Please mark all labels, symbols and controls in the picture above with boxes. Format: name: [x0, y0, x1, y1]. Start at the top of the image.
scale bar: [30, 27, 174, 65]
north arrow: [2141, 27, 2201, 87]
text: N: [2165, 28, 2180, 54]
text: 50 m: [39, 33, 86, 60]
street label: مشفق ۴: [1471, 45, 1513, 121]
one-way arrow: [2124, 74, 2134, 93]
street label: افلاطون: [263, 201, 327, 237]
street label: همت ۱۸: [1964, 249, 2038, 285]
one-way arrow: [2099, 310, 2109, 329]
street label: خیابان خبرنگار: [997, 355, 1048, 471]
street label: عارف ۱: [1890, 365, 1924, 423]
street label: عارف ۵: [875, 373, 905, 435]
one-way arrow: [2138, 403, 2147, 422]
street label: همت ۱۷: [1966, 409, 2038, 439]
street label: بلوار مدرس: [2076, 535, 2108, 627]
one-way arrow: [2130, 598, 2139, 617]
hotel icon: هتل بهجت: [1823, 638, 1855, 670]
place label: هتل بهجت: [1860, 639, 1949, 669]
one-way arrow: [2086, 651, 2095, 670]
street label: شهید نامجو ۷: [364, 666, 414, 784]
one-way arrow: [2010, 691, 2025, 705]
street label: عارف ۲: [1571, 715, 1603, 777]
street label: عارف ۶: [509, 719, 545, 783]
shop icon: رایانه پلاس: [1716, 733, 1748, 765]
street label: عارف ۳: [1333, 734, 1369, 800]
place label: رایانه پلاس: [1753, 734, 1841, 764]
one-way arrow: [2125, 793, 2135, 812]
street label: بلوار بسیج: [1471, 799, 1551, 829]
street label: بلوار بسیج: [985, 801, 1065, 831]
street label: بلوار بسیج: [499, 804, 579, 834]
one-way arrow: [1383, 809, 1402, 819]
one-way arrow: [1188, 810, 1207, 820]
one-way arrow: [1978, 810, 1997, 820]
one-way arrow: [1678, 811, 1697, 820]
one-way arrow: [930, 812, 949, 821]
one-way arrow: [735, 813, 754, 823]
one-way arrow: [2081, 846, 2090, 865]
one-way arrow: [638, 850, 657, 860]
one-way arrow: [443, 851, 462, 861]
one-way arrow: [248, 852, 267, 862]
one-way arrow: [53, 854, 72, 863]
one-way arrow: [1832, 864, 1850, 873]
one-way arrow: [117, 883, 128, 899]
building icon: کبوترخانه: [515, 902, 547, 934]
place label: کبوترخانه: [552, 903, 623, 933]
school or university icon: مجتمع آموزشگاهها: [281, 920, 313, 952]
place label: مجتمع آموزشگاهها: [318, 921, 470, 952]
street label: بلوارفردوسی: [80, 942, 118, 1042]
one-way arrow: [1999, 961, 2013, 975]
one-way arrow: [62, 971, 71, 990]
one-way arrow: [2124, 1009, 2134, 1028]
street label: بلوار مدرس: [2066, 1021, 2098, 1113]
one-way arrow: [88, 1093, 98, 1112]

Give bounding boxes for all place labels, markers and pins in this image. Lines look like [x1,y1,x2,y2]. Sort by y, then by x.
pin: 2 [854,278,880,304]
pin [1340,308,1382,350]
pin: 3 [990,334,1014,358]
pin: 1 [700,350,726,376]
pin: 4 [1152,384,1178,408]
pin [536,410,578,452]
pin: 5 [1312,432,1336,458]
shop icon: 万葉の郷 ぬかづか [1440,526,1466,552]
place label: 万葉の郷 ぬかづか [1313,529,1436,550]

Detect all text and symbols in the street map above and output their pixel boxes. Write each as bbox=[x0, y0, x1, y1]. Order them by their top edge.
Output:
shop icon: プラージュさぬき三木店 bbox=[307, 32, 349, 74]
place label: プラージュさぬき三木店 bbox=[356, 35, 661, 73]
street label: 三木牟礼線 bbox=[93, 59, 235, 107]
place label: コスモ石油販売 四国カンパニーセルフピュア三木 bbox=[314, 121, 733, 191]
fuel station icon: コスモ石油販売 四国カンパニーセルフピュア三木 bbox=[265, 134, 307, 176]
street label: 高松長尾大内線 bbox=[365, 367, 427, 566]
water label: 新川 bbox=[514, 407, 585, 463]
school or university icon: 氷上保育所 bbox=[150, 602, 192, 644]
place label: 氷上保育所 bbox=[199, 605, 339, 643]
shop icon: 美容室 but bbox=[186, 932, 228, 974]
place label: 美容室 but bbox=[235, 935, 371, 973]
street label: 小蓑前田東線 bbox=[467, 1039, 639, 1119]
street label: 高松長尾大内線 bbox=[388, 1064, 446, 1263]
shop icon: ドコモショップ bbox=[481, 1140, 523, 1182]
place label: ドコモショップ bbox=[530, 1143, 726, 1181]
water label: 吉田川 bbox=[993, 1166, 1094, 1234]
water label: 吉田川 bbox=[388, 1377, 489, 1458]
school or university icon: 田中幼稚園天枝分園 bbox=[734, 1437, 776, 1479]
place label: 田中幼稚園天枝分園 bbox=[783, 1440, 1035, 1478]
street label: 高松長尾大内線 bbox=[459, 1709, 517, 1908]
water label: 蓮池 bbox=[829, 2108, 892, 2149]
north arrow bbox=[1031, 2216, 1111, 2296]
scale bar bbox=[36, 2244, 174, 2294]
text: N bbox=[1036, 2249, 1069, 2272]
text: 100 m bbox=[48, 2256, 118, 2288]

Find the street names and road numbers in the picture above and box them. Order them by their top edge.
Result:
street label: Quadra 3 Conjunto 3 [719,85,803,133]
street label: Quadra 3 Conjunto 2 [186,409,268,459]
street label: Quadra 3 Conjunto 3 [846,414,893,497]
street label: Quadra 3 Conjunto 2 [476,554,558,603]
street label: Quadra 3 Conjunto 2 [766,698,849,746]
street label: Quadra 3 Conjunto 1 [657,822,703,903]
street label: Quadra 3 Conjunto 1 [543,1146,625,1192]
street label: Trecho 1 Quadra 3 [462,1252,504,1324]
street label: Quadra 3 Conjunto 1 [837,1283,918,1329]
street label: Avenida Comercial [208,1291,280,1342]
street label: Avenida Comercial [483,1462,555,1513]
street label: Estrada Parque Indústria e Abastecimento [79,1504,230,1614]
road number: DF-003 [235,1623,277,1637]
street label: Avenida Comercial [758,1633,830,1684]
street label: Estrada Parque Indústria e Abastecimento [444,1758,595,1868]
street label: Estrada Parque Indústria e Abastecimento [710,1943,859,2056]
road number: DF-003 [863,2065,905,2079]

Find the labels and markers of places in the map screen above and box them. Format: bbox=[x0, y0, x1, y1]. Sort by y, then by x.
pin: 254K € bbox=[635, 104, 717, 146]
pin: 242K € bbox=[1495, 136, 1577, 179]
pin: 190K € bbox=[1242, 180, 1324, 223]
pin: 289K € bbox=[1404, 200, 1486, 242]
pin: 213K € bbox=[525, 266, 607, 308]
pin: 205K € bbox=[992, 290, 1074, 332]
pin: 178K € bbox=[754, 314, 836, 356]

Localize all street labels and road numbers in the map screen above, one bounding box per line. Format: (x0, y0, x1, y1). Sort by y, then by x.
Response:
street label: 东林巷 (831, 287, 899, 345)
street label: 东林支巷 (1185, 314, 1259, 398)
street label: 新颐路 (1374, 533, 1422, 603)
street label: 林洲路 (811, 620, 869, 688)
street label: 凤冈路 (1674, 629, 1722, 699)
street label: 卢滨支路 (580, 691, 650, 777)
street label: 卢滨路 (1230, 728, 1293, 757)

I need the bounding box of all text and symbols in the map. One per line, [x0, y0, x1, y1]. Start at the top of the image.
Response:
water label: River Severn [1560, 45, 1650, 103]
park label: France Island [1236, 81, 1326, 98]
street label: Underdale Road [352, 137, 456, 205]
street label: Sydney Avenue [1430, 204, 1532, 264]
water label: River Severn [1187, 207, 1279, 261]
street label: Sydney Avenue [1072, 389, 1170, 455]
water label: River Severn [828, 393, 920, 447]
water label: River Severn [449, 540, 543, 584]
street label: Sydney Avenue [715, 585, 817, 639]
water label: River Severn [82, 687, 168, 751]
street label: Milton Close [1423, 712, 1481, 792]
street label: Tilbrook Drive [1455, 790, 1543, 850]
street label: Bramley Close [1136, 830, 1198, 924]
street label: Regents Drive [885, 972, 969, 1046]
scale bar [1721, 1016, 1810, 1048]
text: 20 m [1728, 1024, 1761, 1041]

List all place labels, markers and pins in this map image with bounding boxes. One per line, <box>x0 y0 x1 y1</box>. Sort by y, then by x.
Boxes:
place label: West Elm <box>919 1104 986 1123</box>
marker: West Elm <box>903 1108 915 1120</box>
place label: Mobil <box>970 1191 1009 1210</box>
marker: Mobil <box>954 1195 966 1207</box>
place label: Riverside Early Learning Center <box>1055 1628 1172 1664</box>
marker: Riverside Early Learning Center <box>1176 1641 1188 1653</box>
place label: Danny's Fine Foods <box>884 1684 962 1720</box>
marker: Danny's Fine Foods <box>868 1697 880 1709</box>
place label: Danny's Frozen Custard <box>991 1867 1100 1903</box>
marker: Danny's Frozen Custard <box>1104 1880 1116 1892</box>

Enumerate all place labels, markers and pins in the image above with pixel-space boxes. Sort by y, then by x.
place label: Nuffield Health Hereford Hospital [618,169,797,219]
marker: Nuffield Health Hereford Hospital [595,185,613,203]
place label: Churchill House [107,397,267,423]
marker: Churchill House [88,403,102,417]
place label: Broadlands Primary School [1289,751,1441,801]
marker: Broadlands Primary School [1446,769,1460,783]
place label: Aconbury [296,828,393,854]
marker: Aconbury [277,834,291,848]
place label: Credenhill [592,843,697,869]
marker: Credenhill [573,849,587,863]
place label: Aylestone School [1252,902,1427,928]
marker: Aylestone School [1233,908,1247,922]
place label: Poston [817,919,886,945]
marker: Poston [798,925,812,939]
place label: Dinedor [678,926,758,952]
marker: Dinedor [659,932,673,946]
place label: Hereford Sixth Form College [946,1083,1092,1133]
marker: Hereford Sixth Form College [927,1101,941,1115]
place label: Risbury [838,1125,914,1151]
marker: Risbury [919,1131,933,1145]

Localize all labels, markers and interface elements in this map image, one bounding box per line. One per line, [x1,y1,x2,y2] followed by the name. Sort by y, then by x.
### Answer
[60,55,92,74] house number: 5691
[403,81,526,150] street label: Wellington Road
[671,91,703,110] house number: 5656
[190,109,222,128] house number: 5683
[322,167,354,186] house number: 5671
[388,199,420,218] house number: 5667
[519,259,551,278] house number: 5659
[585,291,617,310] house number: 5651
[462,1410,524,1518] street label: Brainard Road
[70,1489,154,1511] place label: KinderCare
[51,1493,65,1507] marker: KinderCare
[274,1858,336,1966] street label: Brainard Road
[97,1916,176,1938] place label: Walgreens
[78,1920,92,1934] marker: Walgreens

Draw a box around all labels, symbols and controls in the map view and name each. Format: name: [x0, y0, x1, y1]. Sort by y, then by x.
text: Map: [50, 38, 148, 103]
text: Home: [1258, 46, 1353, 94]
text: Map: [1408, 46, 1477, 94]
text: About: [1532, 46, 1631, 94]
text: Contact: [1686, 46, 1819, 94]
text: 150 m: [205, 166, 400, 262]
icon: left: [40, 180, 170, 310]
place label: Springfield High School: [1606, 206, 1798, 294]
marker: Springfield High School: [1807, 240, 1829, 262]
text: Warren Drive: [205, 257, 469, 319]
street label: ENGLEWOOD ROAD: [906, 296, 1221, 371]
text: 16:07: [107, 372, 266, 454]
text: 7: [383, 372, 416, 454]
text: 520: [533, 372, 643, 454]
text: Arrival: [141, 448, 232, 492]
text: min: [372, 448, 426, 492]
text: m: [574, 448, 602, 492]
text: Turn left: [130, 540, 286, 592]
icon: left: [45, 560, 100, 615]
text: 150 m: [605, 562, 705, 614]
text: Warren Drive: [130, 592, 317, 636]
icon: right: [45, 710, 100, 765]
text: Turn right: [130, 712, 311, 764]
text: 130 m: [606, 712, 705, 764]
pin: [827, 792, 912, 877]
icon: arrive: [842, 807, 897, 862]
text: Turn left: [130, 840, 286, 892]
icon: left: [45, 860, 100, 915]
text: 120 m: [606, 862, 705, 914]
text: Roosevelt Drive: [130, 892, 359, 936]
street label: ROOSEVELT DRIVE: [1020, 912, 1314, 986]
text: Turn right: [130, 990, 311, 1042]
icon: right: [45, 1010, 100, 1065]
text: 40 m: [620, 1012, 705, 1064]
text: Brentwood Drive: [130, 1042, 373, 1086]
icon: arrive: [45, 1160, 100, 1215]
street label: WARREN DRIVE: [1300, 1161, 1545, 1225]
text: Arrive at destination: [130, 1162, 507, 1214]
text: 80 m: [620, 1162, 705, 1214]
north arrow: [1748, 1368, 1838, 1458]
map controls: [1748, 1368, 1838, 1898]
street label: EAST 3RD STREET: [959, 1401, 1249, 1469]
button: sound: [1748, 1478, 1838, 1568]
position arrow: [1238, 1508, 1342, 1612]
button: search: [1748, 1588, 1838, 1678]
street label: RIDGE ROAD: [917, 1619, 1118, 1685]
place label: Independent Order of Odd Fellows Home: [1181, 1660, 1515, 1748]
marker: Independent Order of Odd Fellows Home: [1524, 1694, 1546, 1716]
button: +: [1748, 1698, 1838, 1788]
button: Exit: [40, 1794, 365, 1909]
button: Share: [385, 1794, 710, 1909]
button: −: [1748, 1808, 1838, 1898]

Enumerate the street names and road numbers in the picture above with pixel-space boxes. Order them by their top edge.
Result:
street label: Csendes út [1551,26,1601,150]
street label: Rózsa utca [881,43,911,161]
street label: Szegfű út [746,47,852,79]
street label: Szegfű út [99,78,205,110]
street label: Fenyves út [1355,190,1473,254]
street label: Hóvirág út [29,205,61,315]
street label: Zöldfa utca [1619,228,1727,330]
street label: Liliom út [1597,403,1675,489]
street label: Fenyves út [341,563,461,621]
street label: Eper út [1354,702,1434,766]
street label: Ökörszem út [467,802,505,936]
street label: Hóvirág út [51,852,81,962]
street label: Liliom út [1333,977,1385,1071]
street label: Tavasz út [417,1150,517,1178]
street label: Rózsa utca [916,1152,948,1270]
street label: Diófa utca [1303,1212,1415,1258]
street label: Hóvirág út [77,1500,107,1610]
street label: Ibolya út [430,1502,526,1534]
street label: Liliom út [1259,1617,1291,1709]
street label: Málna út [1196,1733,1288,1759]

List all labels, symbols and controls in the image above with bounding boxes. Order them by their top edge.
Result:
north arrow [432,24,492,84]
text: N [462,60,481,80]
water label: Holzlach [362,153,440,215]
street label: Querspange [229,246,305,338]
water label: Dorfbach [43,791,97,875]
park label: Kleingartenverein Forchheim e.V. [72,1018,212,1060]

**Exercise details**
Your task is to copy each line of the listing that holds the word "bounding".

**Task result**
Give bounding boxes for all place labels, markers and pins in this image. Lines look like [x1,y1,x2,y2]. Sort by y, then by x.
Localize all street labels and road numbers in the map screen above, one bounding box per line. Format: (x0, y0, x1, y1). Sort by y, then by x.
I need the bounding box of all text and symbols in the map. One per line, [x0, y0, x1, y1]. Start at the top of the image.
List all place labels, markers and pins in this map image with bounding boxes. One per line, <box>x0 y0 x1 y1</box>. Sort by y, then by x.
Localize all labels, markers and interface elements in this map image, one bounding box per line. One per line, [x1,y1,x2,y2] followed by the name. Sort by y, then by x.
List all labels, symbols and controls in the image above with bounding boxes. Order them by their top edge.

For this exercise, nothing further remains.